In fact all Soviet governments fought tirelessly against a much larger enemy: Alcohol.

The public consumption of alcohol was banned several times by the government, and propaganda posters used to encourage soviet citizens not to drink alcohol and become teetotalers.

Although hemp was cultivated as raw material for baskets and fabrics, massively since the times of Stalin, the use of cannabis to smoke was not popular in the big cities of Russia during the Soviet era.

Only in the republics considered “exotic” marijuana was used for medicinal purposes since many centuries, and also recreational. We must not forget that the origin of cannabis is in central Asia, in which existed, and still exists, an ancient tradition of using cannabis as medicine remedy for almost all diseases.

There were people arrested and sentenced to prison for the possession, use and sale of cannabis, but the greatest enemy of the Soviet Union in the field of drugs was alcohol.
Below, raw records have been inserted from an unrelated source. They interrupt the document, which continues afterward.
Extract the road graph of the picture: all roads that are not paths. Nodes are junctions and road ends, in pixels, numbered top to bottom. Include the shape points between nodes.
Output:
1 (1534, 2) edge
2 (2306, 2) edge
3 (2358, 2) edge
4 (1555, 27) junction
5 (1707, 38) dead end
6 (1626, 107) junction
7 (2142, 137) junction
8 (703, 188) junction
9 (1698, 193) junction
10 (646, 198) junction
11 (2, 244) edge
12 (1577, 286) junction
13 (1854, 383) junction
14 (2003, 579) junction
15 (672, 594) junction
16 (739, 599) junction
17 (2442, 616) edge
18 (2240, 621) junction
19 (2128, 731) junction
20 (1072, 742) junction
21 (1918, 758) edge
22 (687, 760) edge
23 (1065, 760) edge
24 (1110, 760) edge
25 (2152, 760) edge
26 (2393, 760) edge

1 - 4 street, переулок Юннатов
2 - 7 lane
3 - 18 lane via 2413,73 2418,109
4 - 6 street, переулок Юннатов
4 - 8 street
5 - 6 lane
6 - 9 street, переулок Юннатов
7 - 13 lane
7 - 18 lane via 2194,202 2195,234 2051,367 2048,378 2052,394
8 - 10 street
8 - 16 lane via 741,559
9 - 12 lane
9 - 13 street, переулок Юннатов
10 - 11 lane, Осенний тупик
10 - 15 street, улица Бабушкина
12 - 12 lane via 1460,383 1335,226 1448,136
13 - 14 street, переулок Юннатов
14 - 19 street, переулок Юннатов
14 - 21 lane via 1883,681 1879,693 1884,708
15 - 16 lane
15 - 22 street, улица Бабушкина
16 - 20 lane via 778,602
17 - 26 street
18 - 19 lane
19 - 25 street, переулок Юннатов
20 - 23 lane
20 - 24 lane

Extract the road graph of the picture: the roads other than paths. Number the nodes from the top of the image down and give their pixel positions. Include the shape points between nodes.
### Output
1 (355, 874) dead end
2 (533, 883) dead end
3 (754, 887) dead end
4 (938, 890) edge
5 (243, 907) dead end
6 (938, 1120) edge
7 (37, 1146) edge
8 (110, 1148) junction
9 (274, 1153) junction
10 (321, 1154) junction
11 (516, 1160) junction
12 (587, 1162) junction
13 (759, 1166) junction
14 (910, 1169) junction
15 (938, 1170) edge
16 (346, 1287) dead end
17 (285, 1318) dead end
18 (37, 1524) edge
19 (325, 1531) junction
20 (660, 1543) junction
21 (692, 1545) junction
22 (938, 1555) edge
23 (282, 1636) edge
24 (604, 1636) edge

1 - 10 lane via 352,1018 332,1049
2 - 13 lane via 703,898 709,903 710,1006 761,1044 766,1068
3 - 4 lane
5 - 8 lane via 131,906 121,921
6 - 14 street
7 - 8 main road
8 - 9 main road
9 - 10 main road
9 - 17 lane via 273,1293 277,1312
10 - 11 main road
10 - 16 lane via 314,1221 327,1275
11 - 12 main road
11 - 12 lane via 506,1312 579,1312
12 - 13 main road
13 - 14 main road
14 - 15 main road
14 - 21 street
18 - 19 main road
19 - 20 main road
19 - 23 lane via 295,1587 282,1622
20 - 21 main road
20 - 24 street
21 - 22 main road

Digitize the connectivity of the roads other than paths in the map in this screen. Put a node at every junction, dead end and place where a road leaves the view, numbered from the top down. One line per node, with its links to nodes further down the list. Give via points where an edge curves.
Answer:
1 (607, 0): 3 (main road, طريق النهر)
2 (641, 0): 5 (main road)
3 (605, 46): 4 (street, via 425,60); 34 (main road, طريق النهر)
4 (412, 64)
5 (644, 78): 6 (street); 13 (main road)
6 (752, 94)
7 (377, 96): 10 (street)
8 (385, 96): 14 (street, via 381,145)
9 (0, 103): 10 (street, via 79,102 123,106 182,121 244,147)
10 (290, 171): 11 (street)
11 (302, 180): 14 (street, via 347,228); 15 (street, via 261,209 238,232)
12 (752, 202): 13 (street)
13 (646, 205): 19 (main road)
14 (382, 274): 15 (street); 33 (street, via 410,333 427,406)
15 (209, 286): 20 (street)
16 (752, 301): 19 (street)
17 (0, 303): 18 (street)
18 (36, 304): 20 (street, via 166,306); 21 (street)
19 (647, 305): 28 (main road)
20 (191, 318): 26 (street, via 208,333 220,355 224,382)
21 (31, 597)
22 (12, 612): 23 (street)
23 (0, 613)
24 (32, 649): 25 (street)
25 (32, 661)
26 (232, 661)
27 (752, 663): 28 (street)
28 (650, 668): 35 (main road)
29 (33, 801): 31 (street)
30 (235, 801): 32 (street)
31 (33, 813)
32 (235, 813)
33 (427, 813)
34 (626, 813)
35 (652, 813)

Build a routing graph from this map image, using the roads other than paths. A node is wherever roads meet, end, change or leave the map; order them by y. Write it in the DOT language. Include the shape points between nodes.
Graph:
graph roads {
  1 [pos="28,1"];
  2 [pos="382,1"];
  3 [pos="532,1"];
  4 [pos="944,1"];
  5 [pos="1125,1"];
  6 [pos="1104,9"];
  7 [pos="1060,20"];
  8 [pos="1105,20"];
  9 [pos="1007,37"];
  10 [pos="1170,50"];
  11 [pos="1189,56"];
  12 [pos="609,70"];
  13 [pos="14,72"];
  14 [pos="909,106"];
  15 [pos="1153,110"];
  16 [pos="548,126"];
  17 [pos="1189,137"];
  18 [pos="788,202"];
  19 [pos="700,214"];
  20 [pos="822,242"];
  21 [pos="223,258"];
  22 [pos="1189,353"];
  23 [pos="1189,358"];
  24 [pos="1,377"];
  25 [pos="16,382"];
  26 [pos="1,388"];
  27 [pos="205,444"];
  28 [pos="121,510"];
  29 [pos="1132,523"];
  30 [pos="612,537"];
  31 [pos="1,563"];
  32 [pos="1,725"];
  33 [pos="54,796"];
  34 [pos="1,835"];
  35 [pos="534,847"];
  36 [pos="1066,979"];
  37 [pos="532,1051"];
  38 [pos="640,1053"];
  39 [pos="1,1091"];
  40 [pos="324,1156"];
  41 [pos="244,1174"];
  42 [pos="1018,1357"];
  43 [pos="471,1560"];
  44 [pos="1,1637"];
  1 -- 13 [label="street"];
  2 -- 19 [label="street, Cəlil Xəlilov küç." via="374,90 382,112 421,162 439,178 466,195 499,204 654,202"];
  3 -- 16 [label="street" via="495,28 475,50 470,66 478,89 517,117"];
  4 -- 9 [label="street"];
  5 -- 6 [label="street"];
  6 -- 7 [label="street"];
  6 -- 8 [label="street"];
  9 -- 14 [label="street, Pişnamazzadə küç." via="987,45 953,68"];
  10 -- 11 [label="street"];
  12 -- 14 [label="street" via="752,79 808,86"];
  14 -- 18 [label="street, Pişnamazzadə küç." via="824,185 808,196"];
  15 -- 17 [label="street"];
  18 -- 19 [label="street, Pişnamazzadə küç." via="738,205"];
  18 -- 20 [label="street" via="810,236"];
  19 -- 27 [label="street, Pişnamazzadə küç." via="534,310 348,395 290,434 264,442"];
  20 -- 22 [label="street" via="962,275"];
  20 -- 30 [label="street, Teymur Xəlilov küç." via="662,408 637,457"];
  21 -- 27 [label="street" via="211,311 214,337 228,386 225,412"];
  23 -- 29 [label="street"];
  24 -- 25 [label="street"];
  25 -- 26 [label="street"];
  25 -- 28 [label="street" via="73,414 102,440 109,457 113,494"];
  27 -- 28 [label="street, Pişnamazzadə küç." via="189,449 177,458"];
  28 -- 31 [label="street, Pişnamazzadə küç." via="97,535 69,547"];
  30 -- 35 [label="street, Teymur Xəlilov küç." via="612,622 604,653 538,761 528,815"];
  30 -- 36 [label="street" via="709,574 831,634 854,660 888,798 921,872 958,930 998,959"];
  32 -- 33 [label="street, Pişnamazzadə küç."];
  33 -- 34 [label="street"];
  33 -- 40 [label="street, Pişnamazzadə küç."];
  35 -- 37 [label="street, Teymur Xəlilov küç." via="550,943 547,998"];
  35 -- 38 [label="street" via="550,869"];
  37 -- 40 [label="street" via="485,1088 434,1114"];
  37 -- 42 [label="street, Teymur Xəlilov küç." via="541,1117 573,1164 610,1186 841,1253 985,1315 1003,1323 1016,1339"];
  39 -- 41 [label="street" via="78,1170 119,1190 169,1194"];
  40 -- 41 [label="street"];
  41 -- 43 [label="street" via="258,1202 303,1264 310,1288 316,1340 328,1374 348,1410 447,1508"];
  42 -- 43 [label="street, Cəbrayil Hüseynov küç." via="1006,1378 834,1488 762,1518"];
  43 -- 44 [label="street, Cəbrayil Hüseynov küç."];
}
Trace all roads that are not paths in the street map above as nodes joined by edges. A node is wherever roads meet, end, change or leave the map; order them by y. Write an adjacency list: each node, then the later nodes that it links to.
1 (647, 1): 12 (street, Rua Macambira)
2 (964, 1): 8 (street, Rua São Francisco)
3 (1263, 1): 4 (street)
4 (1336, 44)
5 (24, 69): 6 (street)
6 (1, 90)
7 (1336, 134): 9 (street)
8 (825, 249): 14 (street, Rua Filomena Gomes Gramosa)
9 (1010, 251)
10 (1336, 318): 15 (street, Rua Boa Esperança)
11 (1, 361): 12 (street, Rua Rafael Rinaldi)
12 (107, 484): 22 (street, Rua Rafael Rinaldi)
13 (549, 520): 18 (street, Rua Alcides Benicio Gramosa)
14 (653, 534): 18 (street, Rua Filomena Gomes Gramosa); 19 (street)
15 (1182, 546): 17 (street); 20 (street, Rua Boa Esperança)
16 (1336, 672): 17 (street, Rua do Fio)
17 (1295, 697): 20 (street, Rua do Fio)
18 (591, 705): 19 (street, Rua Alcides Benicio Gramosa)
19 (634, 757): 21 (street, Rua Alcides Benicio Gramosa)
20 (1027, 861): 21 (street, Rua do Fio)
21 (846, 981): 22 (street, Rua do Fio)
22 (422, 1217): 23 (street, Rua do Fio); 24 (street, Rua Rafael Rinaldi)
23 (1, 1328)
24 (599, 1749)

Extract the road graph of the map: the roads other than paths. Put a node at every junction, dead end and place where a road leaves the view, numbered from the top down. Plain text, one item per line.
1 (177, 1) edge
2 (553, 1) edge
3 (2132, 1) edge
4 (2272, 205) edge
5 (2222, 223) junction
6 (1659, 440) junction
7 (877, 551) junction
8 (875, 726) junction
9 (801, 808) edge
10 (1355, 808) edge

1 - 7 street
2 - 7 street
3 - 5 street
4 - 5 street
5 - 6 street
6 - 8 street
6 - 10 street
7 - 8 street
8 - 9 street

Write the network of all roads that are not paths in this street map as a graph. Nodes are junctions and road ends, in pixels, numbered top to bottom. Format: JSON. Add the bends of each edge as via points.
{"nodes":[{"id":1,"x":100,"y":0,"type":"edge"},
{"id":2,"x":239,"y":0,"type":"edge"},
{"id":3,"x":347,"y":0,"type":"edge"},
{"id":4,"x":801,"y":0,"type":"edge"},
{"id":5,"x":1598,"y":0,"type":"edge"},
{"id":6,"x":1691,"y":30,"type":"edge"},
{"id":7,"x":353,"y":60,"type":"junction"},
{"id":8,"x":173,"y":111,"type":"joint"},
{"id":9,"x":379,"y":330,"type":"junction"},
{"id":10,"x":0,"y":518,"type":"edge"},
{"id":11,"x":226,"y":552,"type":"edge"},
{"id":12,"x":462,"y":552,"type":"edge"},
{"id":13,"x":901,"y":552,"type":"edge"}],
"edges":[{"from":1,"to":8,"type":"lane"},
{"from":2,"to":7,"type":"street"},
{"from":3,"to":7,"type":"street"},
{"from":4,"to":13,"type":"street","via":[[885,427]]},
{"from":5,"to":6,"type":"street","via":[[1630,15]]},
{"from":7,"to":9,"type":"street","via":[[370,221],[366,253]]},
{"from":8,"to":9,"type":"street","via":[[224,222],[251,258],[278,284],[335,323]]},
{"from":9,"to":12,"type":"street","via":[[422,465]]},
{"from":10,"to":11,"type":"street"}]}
It was only during the early seventies of the past century when a minority of hippies started to use cannabis. The immigration of people from Central Asian republics to the cities like Moscow grew a lot during those period till the end of the eighties, causing that the immigrant people get in touch with people like artists and outsider intellectuals and they started to smoke marijuana.

It was a disjointed minority of people who want to escape a little from the gray bureaucrat routine of communism, and relate in a more humanistic way with others.

This should not be considered a crime anywhere. Quite the opposite, instead: Want to be happy and to show solidarity should be rewarded by the authorities.

Since 1992, with the fall of the Soviet regime, grass has become very popular among Russian youth, but alcohol still sadly remains the most popular legal drug, which kills 500,000 people each year, by effects of its consumption, according to the reports of Public Chamber of Russia from 2009.